### ABOUT THIS EXERCISE
Across all the entries, how many lines hold "then"? Answer with that number and nothing else.

### RECORDS SUPPLIED

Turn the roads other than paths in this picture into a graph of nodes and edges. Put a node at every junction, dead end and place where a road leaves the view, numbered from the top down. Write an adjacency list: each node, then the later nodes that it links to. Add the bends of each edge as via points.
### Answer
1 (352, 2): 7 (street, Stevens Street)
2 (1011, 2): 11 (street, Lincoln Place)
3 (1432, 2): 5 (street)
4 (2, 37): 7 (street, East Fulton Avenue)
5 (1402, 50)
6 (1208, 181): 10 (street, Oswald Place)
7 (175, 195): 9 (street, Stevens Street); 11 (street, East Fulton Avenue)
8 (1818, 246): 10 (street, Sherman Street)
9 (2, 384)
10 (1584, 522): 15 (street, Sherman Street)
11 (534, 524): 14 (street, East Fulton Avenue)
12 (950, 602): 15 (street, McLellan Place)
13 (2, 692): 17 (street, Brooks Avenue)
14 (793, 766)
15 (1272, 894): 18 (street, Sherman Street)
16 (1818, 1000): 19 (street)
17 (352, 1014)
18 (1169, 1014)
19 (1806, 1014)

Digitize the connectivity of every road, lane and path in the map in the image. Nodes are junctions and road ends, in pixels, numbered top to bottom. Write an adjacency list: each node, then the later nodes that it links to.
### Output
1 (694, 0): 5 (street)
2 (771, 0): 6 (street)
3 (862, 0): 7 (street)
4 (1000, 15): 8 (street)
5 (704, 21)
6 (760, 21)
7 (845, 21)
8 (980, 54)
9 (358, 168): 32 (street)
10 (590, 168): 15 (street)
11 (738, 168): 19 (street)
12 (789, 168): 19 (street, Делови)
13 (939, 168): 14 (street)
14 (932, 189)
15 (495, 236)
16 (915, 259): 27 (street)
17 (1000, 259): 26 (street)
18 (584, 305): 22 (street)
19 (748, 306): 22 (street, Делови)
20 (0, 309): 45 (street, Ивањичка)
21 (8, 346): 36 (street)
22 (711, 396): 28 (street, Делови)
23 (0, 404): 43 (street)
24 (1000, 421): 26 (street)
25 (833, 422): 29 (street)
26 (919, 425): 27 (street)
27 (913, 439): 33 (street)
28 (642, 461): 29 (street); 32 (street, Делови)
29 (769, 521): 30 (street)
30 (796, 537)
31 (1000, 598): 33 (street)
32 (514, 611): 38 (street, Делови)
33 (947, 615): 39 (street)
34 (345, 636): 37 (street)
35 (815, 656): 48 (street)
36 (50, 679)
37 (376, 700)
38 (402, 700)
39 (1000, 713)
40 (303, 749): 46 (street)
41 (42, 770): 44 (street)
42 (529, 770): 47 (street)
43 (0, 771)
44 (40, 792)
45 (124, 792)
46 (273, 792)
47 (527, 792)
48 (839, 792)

### ANSWER SPACE
2